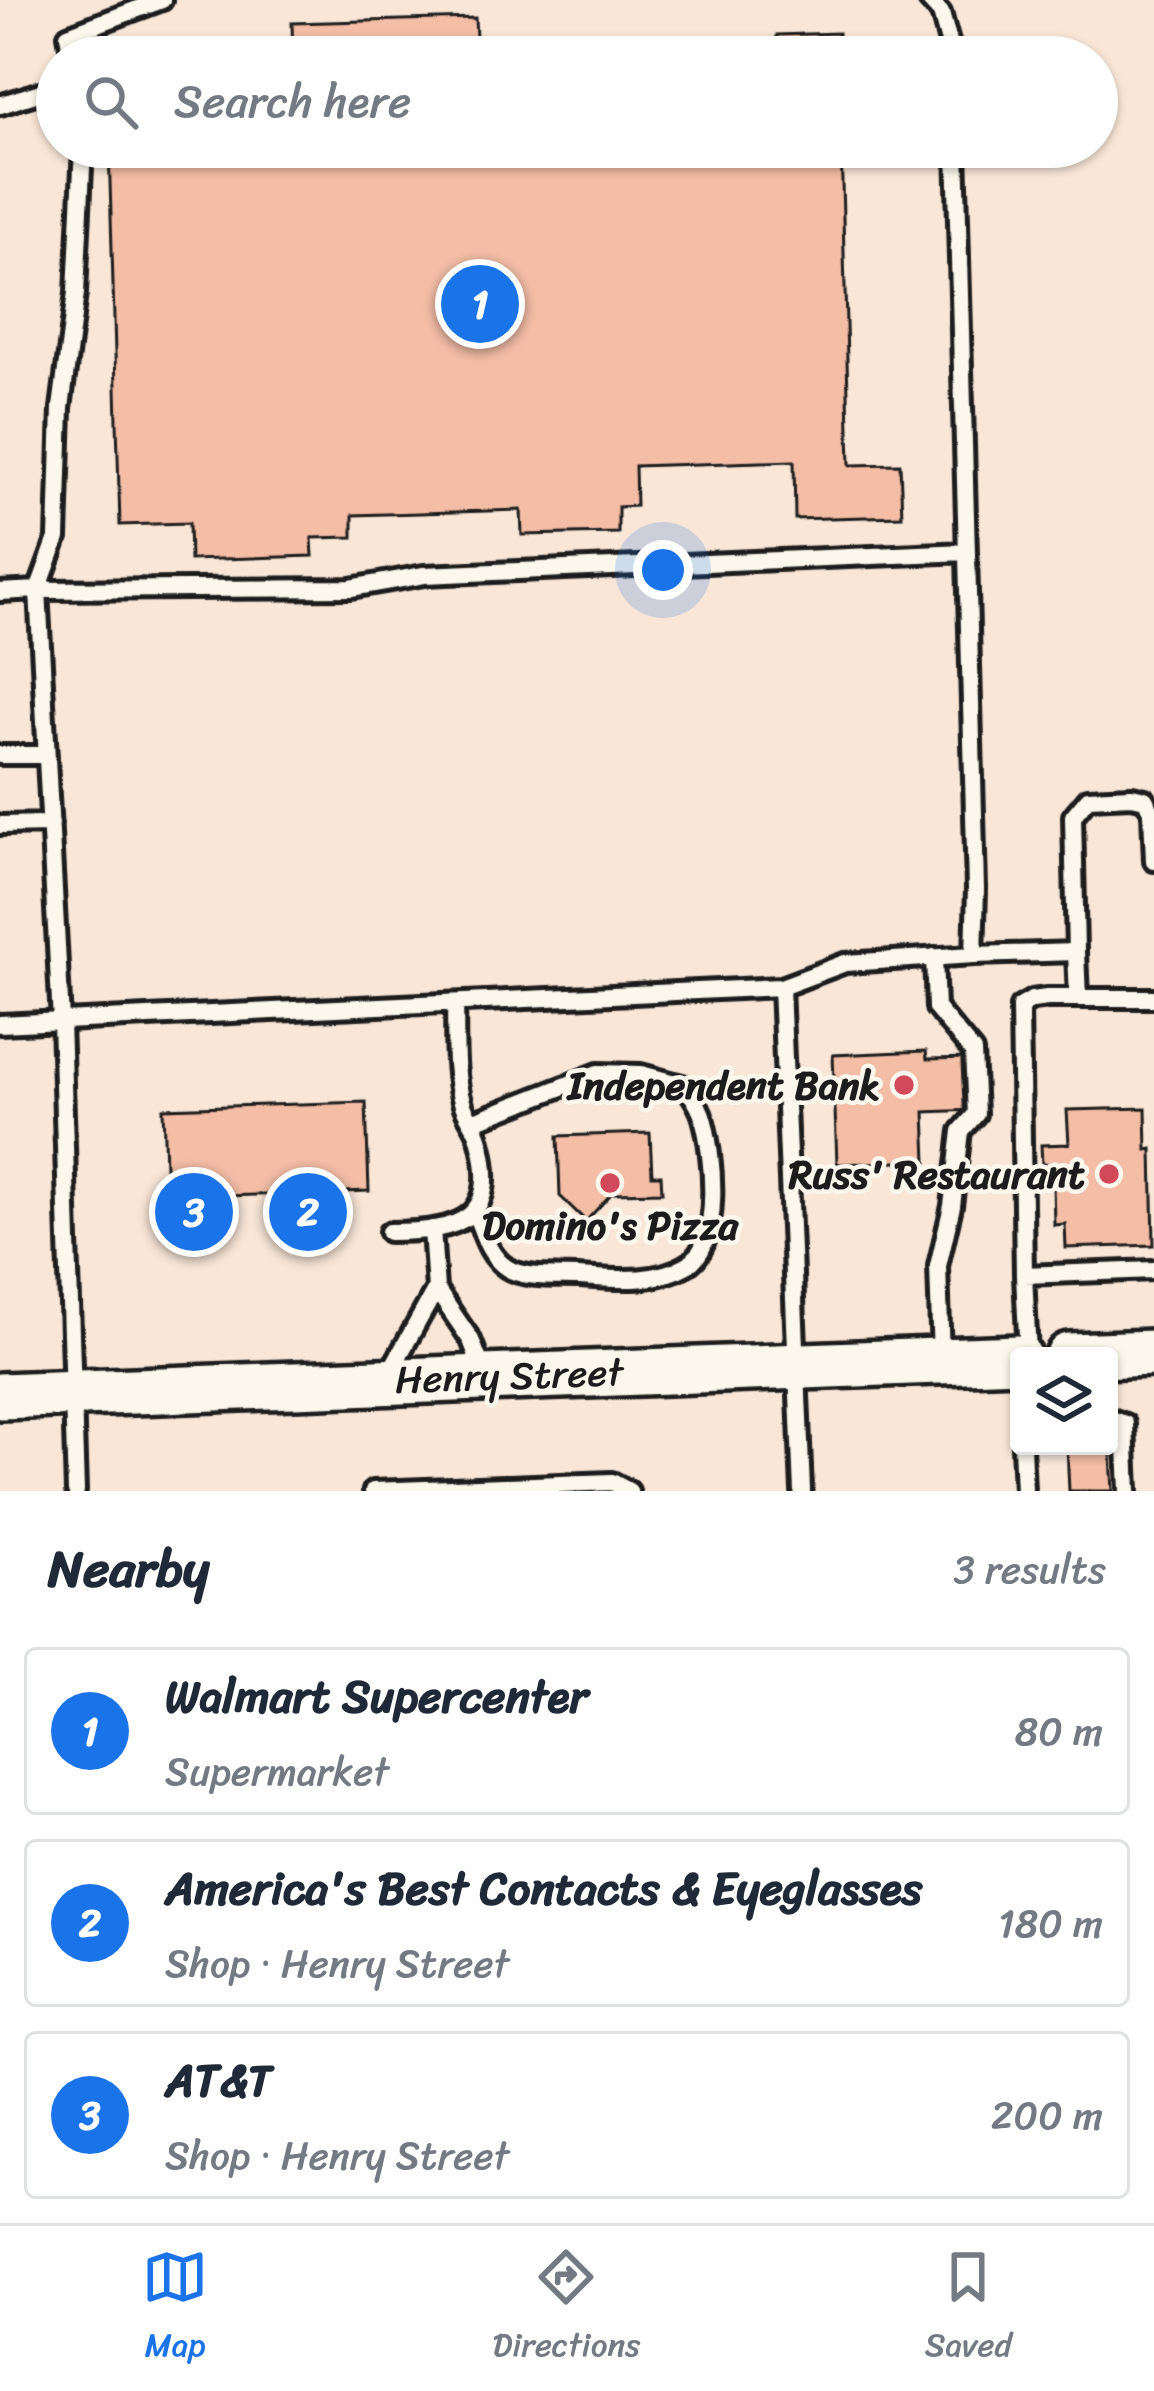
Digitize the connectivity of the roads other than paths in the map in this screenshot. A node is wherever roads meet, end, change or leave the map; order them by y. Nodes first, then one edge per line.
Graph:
1 (162, 0) edge
2 (929, 0) edge
3 (68, 36) edge
4 (947, 36) edge
5 (36, 94) edge
6 (0, 105) edge
7 (82, 168) edge
8 (957, 168) edge
9 (966, 552) junction
10 (38, 590) junction
11 (0, 592) edge
12 (0, 755) edge
13 (47, 755) junction
14 (51, 824) junction
15 (0, 825) edge
16 (1154, 862) edge
17 (1076, 952) junction
18 (974, 955) junction
19 (934, 957) junction
20 (781, 987) junction
21 (1078, 998) junction
22 (1154, 998) edge
23 (455, 1003) junction
24 (61, 1021) junction
25 (0, 1024) edge
26 (472, 1122) junction
27 (476, 1213) junction
28 (432, 1229) junction
29 (389, 1232) dead end
30 (1154, 1270) edge
31 (1024, 1275) junction
32 (436, 1288) junction
33 (1023, 1347) edge
34 (1154, 1353) edge
35 (1118, 1354) edge
36 (1010, 1357) edge
37 (941, 1360) junction
38 (797, 1364) junction
39 (485, 1376) junction
40 (385, 1380) junction
41 (75, 1392) junction
42 (0, 1396) edge
43 (1118, 1421) edge
44 (1022, 1455) edge
45 (76, 1491) edge
46 (374, 1491) edge
47 (629, 1491) edge
48 (802, 1491) edge
49 (1024, 1491) edge
50 (1128, 1491) edge

1 - 3 lane
2 - 4 lane
5 - 6 lane
7 - 10 lane
8 - 9 lane
9 - 10 lane
9 - 18 lane
10 - 11 lane
10 - 13 lane
12 - 13 lane
13 - 14 lane
14 - 15 lane
14 - 24 lane
16 - 17 lane
17 - 18 lane
17 - 21 lane
18 - 19 lane
19 - 20 lane
19 - 37 lane
20 - 23 lane
20 - 38 lane
21 - 22 lane
21 - 31 lane
23 - 24 lane
23 - 26 lane
24 - 25 lane
24 - 41 lane
26 - 27 lane
26 - 27 lane
27 - 28 lane
28 - 29 lane
28 - 32 lane
30 - 31 lane
31 - 33 lane
32 - 39 lane
32 - 40 lane
34 - 35 main road
36 - 37 main road, Henry Street
37 - 38 main road, Henry Street
38 - 39 main road, Henry Street
38 - 48 lane
39 - 40 main road, Henry Street
40 - 41 main road, Henry Street
41 - 42 main road, Henry Street
41 - 45 lane
43 - 50 lane
44 - 49 lane
46 - 47 lane

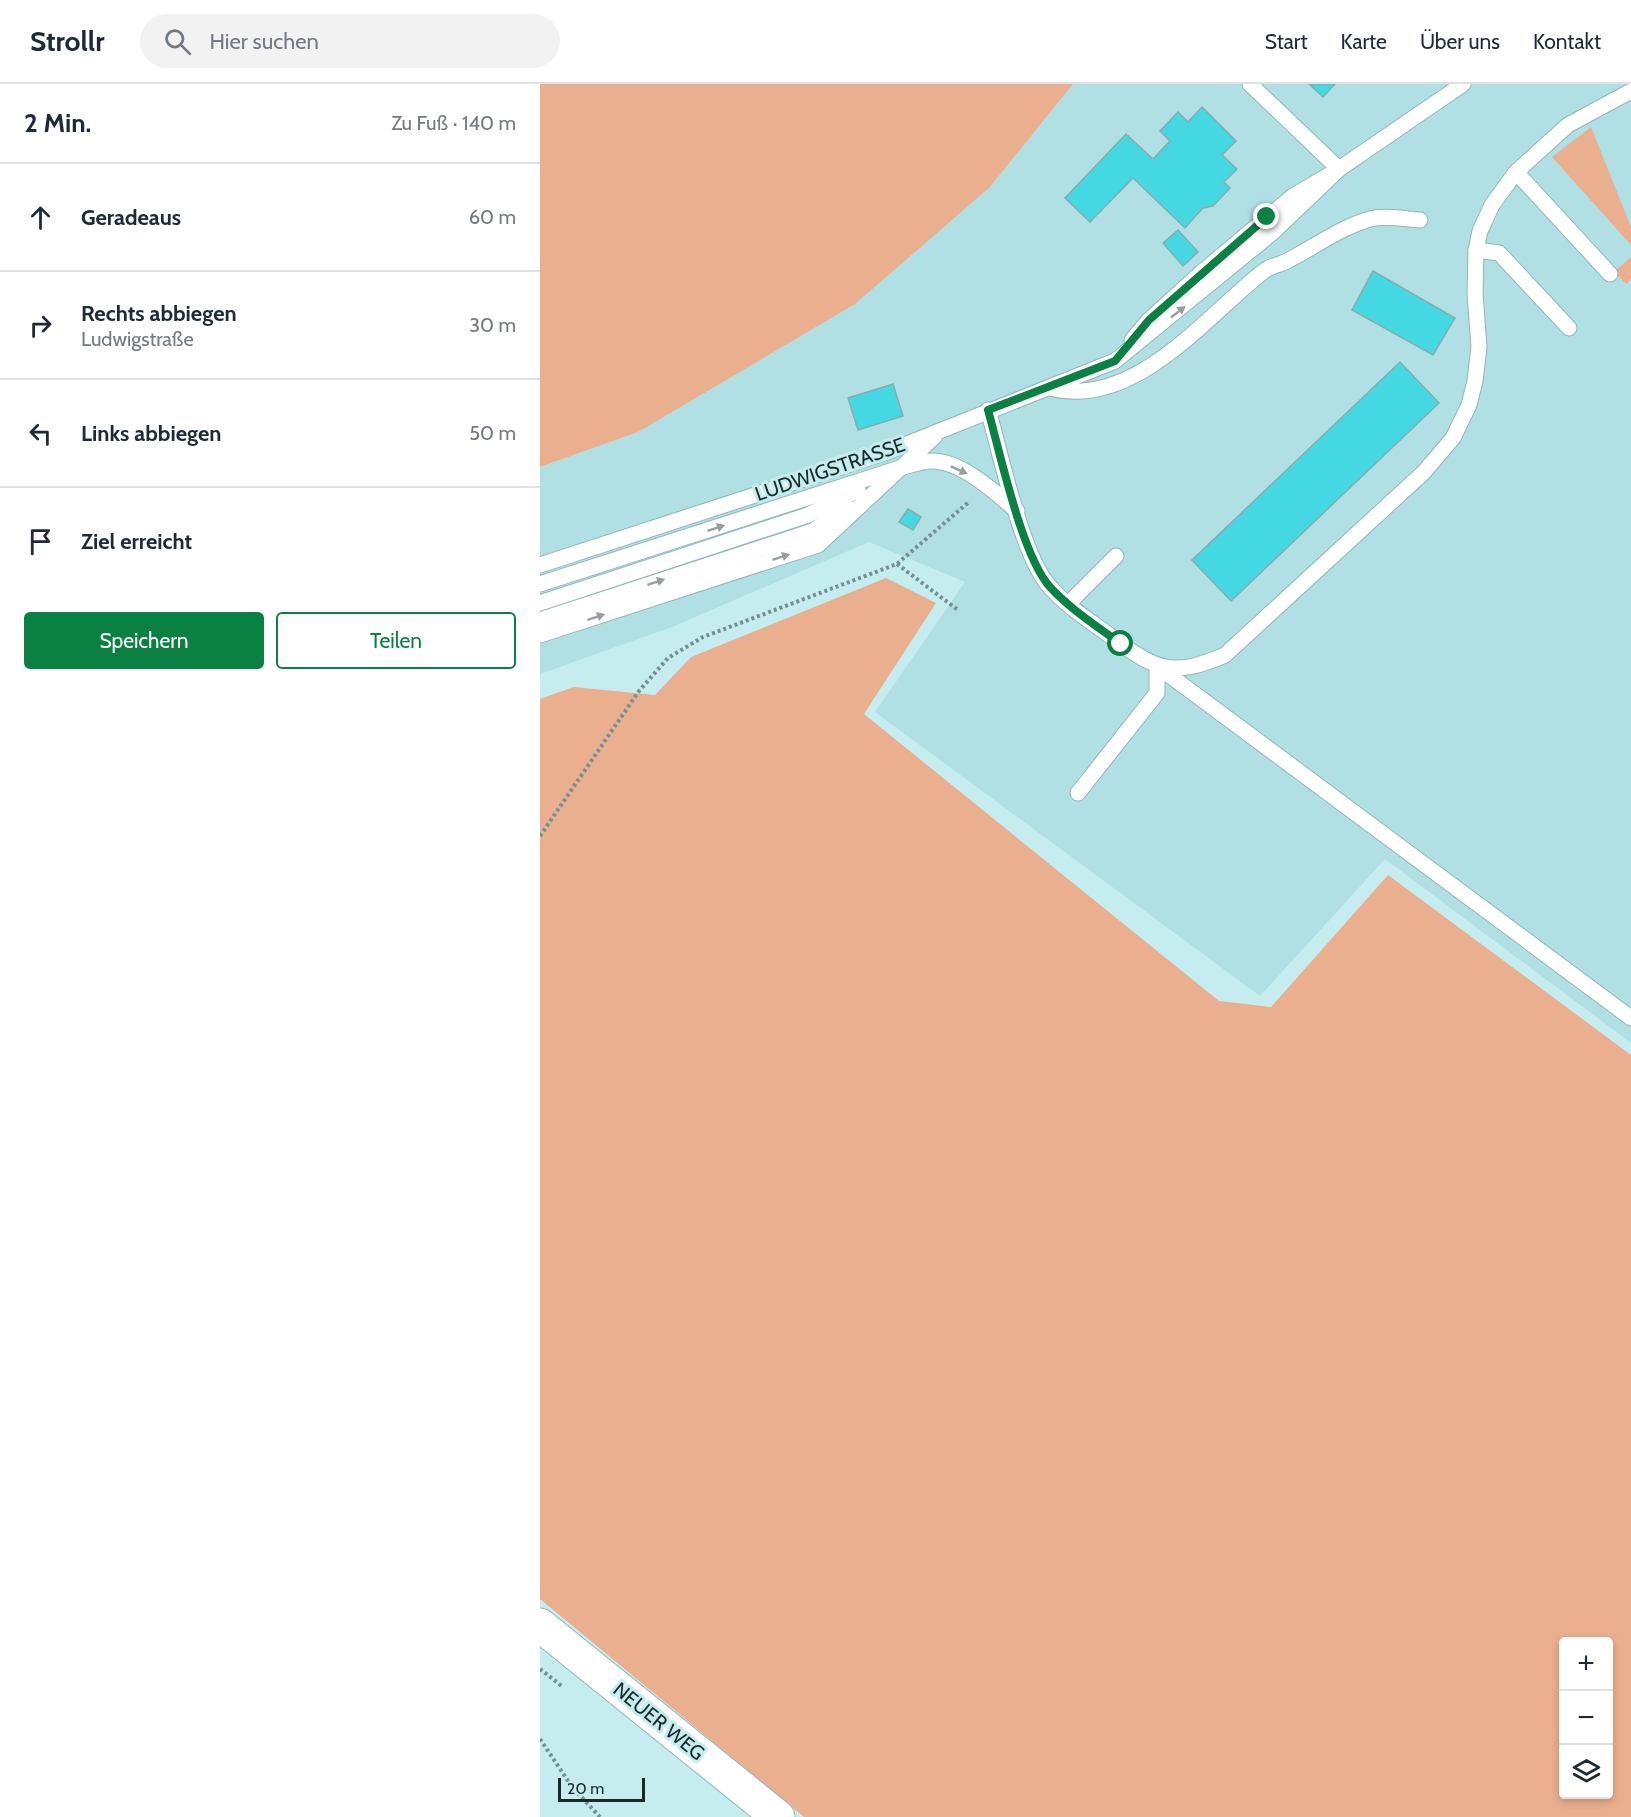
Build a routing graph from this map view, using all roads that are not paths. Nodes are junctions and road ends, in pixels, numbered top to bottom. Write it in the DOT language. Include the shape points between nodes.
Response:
graph roads {
  1 [pos="1250,84"];
  2 [pos="1462,84"];
  3 [pos="1631,91"];
  4 [pos="1339,169"];
  5 [pos="1516,172"];
  6 [pos="1420,220"];
  7 [pos="1476,250"];
  8 [pos="1610,274"];
  9 [pos="1569,328"];
  10 [pos="1050,388"];
  11 [pos="988,410"];
  12 [pos="941,429"];
  13 [pos="903,467"];
  14 [pos="1017,511"];
  15 [pos="1116,556"];
  16 [pos="540,565"];
  17 [pos="540,584"];
  18 [pos="540,603"];
  19 [pos="1068,604"];
  20 [pos="540,620"];
  21 [pos="540,635"];
  22 [pos="1157,666"];
  23 [pos="1078,793"];
  24 [pos="1631,1018"];
  25 [pos="540,1625"];
  26 [pos="778,1817"];
  1 -- 4 [label="lane"];
  2 -- 4 [label="lane"];
  3 -- 5 [label="lane" via="1568,125"];
  4 -- 10 [label="lane, LUDWIGSTRASSE" via="1293,196 1231,246 1149,320 1115,361"];
  5 -- 7 [label="lane" via="1492,204"];
  5 -- 8 [label="lane"];
  6 -- 10 [label="lane" via="1372,218 1266,269 1157,361 1118,383 1084,392"];
  7 -- 9 [label="lane" via="1499,253"];
  7 -- 22 [label="lane" via="1479,347 1469,405 1453,438 1424,472 1225,655 1197,667"];
  10 -- 11 [label="lane, LUDWIGSTRASSE"];
  11 -- 12 [label="lane, LUDWIGSTRASSE"];
  11 -- 14 [label="lane"];
  12 -- 13 [label="lane"];
  12 -- 16 [label="lane, LUDWIGSTRASSE" via="887,452"];
  13 -- 14 [label="lane, one-way" via="933,460 959,468"];
  17 -- 13 [label="lane, one-way"];
  13 -- 18 [label="lane" via="808,515"];
  20 -- 13 [label="lane, one-way" via="813,531"];
  21 -- 13 [label="lane, one-way" via="818,545"];
  14 -- 19 [label="lane" via="1048,585"];
  15 -- 19 [label="lane"];
  19 -- 22 [label="lane"];
  22 -- 23 [label="lane" via="1157,693"];
  22 -- 24 [label="lane"];
  25 -- 26 [label="main road, NEUER WEG"];
}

********

Work order: Where the word "this" occurs in a line of the records, copy that line.

Answer section:
Digitize the connectivity of the roads other than paths in the map in this screenshot. A node is wherever roads meet, end, change or leave the map; order them by y. Nodes first, then one edge per line.
Build a routing graph from this map view, using all roads that are not paths. Nodes are junctions and road ends, in pixels, numbered top to bottom. Write it in the DOT language. Include the shape points between nodes.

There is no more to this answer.